A team of Swedish scientists paired with a USC researcher to crack the Copiale Cipher, thus revealing secret rituals and beliefs of a secret German society that had a fascination for ophtalmology.
Thousands of old and obscure symbols filled over 100 pages of text which was found in Berlin towards the end of the Cold War. For USC computer scientist Kevin Knight and two Swedish researchers – this was a challenge. So, after months of hard work and imagination, after going on the wrong path for several times, they finally went on the right trail and started deciphering it.
At first, they only revealed one single world – ceremonie, a variation of the German word for ceremony, but it helped them enough to figure out the rest. Breaking the Copiale Cipher revealed fascinating information about a German secret society that had an unusual fascination with eye surgery and ophthalmology.
But perhaps even more exciting than the society itself is the fact that, after centuries of tries and fails, they were actually able to break the code! In January, Knight began working with Beata Megyesi and Christiane Schaefer of Uppsala University in Sweden – and in April, they had it solved. They ran statistics of 80 languages, trying to fing patterns and clues hidden between the symbols, believing at first that they secret lied in the Roman letters between the symbols that dotted the pages. Using a combination of computer calculation and human creativity, they finally found the key to it.

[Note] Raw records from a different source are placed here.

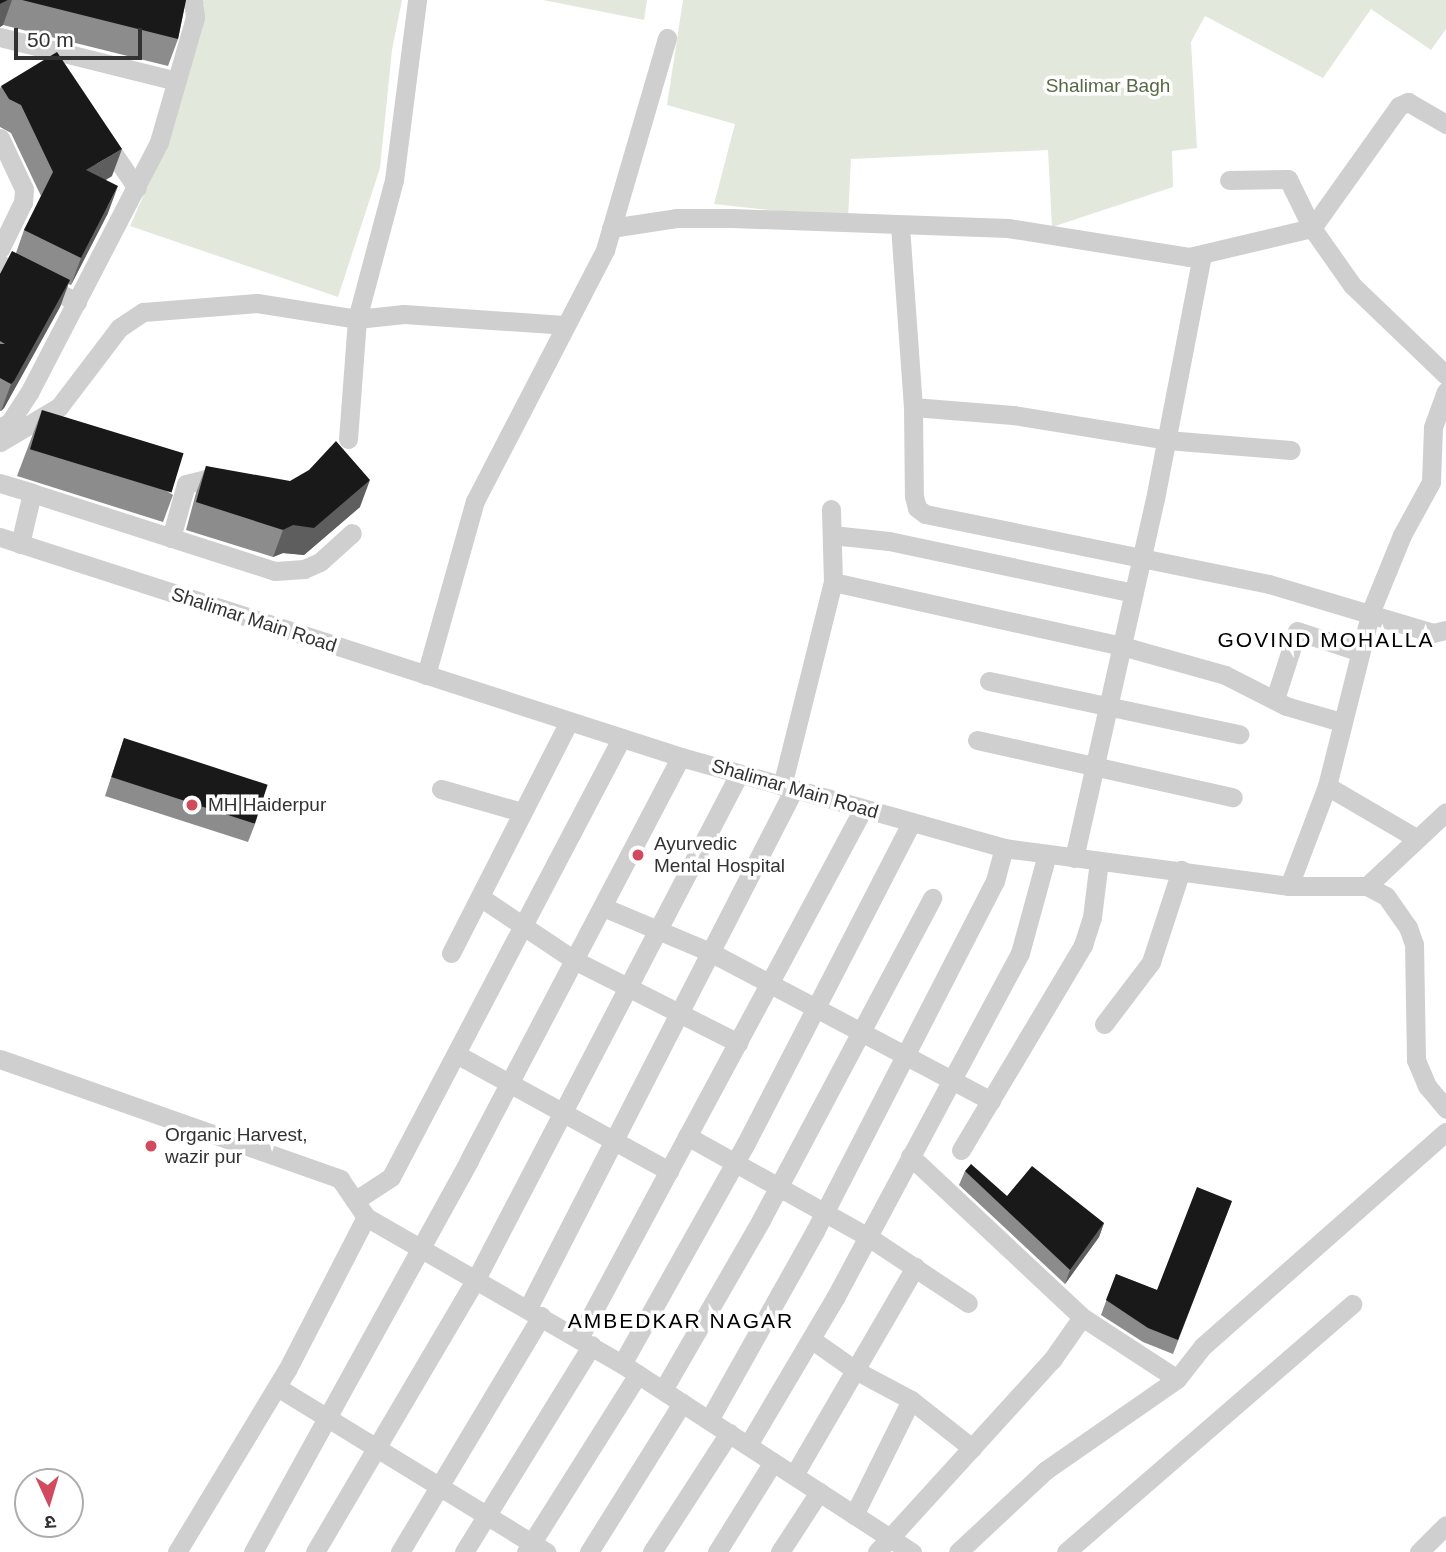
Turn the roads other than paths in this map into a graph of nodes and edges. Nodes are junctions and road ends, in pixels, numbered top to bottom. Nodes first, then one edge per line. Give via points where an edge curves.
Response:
1 (193, 0) edge
2 (417, 0) edge
3 (0, 37) edge
4 (667, 38) dead end
5 (176, 81) junction
6 (92, 123) edge
7 (1446, 124) edge
8 (0, 138) edge
9 (1229, 180) dead end
10 (137, 188) junction
11 (900, 226) junction
12 (611, 228) junction
13 (1312, 228) junction
14 (0, 249) edge
15 (1202, 255) junction
16 (0, 264) edge
17 (77, 302) junction
18 (357, 319) junction
19 (564, 326) junction
20 (1446, 375) edge
21 (1446, 391) edge
22 (913, 407) junction
23 (0, 428) edge
24 (348, 439) dead end
25 (1167, 440) junction
26 (0, 442) edge
27 (1291, 450) dead end
28 (0, 483) edge
29 (245, 490) edge
30 (32, 493) junction
31 (831, 509) dead end
32 (352, 533) dead end
33 (832, 535) junction
34 (0, 537) edge
35 (172, 538) junction
36 (20, 544) junction
37 (1142, 558) junction
38 (834, 582) junction
39 (1134, 593) junction
40 (1371, 611) junction
41 (1446, 630) edge
42 (1122, 646) junction
43 (1360, 652) junction
44 (426, 675) junction
45 (989, 681) dead end
46 (1275, 699) junction
47 (1108, 706) junction
48 (569, 721) junction
49 (1341, 722) junction
50 (1239, 734) dead end
51 (621, 738) junction
52 (977, 740) dead end
53 (681, 757) junction
54 (1095, 766) junction
55 (739, 774) junction
56 (1327, 786) junction
57 (788, 787) junction
58 (441, 789) dead end
59 (1233, 797) dead end
60 (863, 808) junction
61 (1446, 811) edge
62 (522, 812) junction
63 (912, 822) junction
64 (1416, 838) junction
65 (1004, 848) junction
66 (1047, 854) junction
67 (1074, 858) junction
68 (1099, 861) junction
69 (1181, 870) junction
70 (1290, 886) junction
71 (1367, 886) junction
72 (480, 897) junction
73 (932, 898) dead end
74 (603, 907) junction
75 (525, 924) junction
76 (658, 930) junction
77 (710, 952) junction
78 (452, 953) dead end
79 (575, 960) junction
80 (769, 983) junction
81 (628, 987) junction
82 (815, 1008) junction
83 (679, 1013) junction
84 (1104, 1024) dead end
85 (861, 1032) junction
86 (738, 1042) junction
87 (458, 1055) junction
88 (903, 1055) junction
89 (0, 1059) edge
90 (950, 1080) junction
91 (510, 1083) junction
92 (991, 1101) junction
93 (1446, 1109) edge
94 (562, 1113) junction
95 (1446, 1132) edge
96 (687, 1136) junction
97 (614, 1141) junction
98 (961, 1150) dead end
99 (910, 1156) junction
100 (735, 1162) junction
101 (669, 1171) junction
102 (778, 1187) junction
103 (361, 1209) junction
104 (824, 1212) junction
105 (867, 1236) junction
106 (421, 1248) junction
107 (915, 1267) junction
108 (476, 1279) junction
109 (968, 1303) dead end
110 (1352, 1304) dead end
111 (534, 1312) junction
112 (1082, 1317) junction
113 (811, 1339) junction
114 (586, 1341) junction
115 (630, 1369) junction
116 (855, 1370) junction
117 (1177, 1379) junction
118 (277, 1387) junction
119 (663, 1390) junction
120 (911, 1400) junction
121 (682, 1403) junction
122 (327, 1418) junction
123 (709, 1420) junction
124 (729, 1433) junction
125 (748, 1445) junction
126 (972, 1448) junction
127 (379, 1449) junction
128 (773, 1462) junction
129 (794, 1475) junction
130 (441, 1488) junction
131 (819, 1492) junction
132 (486, 1515) junction
133 (854, 1515) junction
134 (1446, 1525) edge
135 (884, 1545) edge
136 (534, 1549) edge
137 (177, 1552) edge
138 (253, 1552) edge
139 (315, 1552) edge
140 (400, 1552) edge
141 (464, 1552) edge
142 (589, 1552) edge
143 (652, 1552) edge
144 (717, 1552) edge
145 (780, 1552) edge
146 (912, 1552) edge
147 (958, 1552) edge
148 (1066, 1552) edge
149 (1419, 1552) edge

1 - 5 street via 195,17
2 - 18 street via 394,180
3 - 5 street via 45,60
4 - 12 street
5 - 10 street via 159,142
6 - 10 street
7 - 13 street via 1404,102
8 - 14 street via 24,189 23,202
9 - 13 street via 1289,178
10 - 17 street
11 - 12 street via 677,218
11 - 15 street via 1007,228 1172,256
11 - 22 street
12 - 19 street via 605,250
13 - 15 street
13 - 20 street via 1352,285
15 - 25 street
16 - 17 street
17 - 23 street via 29,393 10,422
18 - 19 street via 404,314
18 - 24 street
18 - 26 street via 257,303 143,312 119,328 59,407
19 - 44 street via 475,500
21 - 40 street via 1433,427 1431,482 1402,536
22 - 25 street via 1013,415
22 - 37 street via 914,496 917,508 925,514
25 - 27 street
25 - 37 street
28 - 30 street
29 - 35 street via 192,480 186,484
30 - 35 street
30 - 36 street
31 - 33 street
32 - 35 street via 320,562 290,571 264,568
33 - 38 street
33 - 39 street via 897,543
34 - 36 street, Shalimar Main Road
36 - 44 street, Shalimar Main Road
37 - 39 street
37 - 40 street
38 - 42 street
38 - 57 street
39 - 42 street
40 - 41 street via 1433,633
40 - 43 street
42 - 46 street via 1225,675
42 - 47 street
43 - 46 street via 1297,631
43 - 49 street
44 - 48 street, Shalimar Main Road
45 - 47 street
46 - 49 street
47 - 50 street
47 - 54 street
48 - 51 street, Shalimar Main Road
48 - 62 street
49 - 56 street
51 - 53 street, Shalimar Main Road
51 - 75 street
52 - 54 street
53 - 55 street, Shalimar Main Road
53 - 74 street
54 - 59 street
54 - 67 street
55 - 57 street, Shalimar Main Road
55 - 76 street
56 - 64 street
56 - 70 street
57 - 60 street, Shalimar Main Road
57 - 77 street
58 - 62 street
60 - 63 street, Shalimar Main Road
60 - 80 street
61 - 64 street
62 - 72 street
63 - 65 street, Shalimar Main Road
63 - 82 street
64 - 71 street
65 - 66 street, Shalimar Main Road
65 - 88 street via 995,881
66 - 67 street, Shalimar Main Road
66 - 90 street via 1027,938
67 - 68 street, Shalimar Main Road
68 - 69 street, Shalimar Main Road
68 - 92 street via 1092,917 1083,945
69 - 70 street, Shalimar Main Road
69 - 84 street via 1152,962
70 - 71 street, Shalimar Main Road
71 - 93 street via 1386,896 1415,944 1416,1060 1427,1086
72 - 75 street
72 - 78 street
73 - 85 street
74 - 76 street
74 - 79 street
75 - 79 street
75 - 87 street
76 - 77 street
76 - 81 street
77 - 80 street
77 - 83 street
79 - 81 street
79 - 91 street
80 - 82 street
80 - 86 street
81 - 83 street
81 - 94 street
82 - 85 street
82 - 100 street
83 - 86 street
83 - 97 street
85 - 88 street
85 - 102 street
86 - 96 street
87 - 91 street
87 - 103 street via 391,1177
88 - 90 street
88 - 104 street
89 - 103 street via 324,1171 340,1179
90 - 92 street
90 - 99 street
91 - 94 street
91 - 106 street
92 - 98 street
94 - 97 street
94 - 108 street
95 - 117 street via 1203,1346
96 - 100 street
96 - 101 street
97 - 101 street
97 - 111 street
99 - 105 street
99 - 112 street
100 - 102 street
100 - 115 street
101 - 114 street
102 - 104 street
102 - 119 street
103 - 106 street
103 - 118 street
104 - 105 street
104 - 123 street
105 - 107 street
105 - 113 street
106 - 108 street
106 - 122 street
107 - 109 street
107 - 116 street
108 - 111 street
108 - 127 street
110 - 148 street
111 - 114 street
111 - 130 street
112 - 117 street
112 - 126 street via 1052,1360
113 - 116 street
113 - 125 street
114 - 115 street
114 - 132 street
115 - 119 street
115 - 136 street
116 - 120 street
116 - 129 street
117 - 147 street via 1046,1470
118 - 122 street
118 - 137 street
119 - 121 street
120 - 126 street
120 - 133 street
121 - 123 street
121 - 142 street
122 - 127 street
122 - 138 street
123 - 124 street
124 - 125 street
124 - 143 street
125 - 128 street
126 - 135 street
127 - 130 street
127 - 139 street
128 - 129 street
128 - 144 street
129 - 131 street
130 - 132 street
130 - 140 street
131 - 133 street
131 - 145 street
132 - 136 street
132 - 141 street
133 - 135 street
134 - 149 street
135 - 146 street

Graeme Hirst, a professor of computer science at the University of Toronto, said Knight’s work reminded him of that of Alan Turing, the British genius who cracked the German codes during WWII.
“Kevin and his team are channeling their inner Turing,” he said, “except they are faster and better because of all that we’ve learned.”
The key here lied not in the analytic power, but in the nimble and agile way of thinking researchers applied.
“This is something humans did,” he said, “not something computers did.”.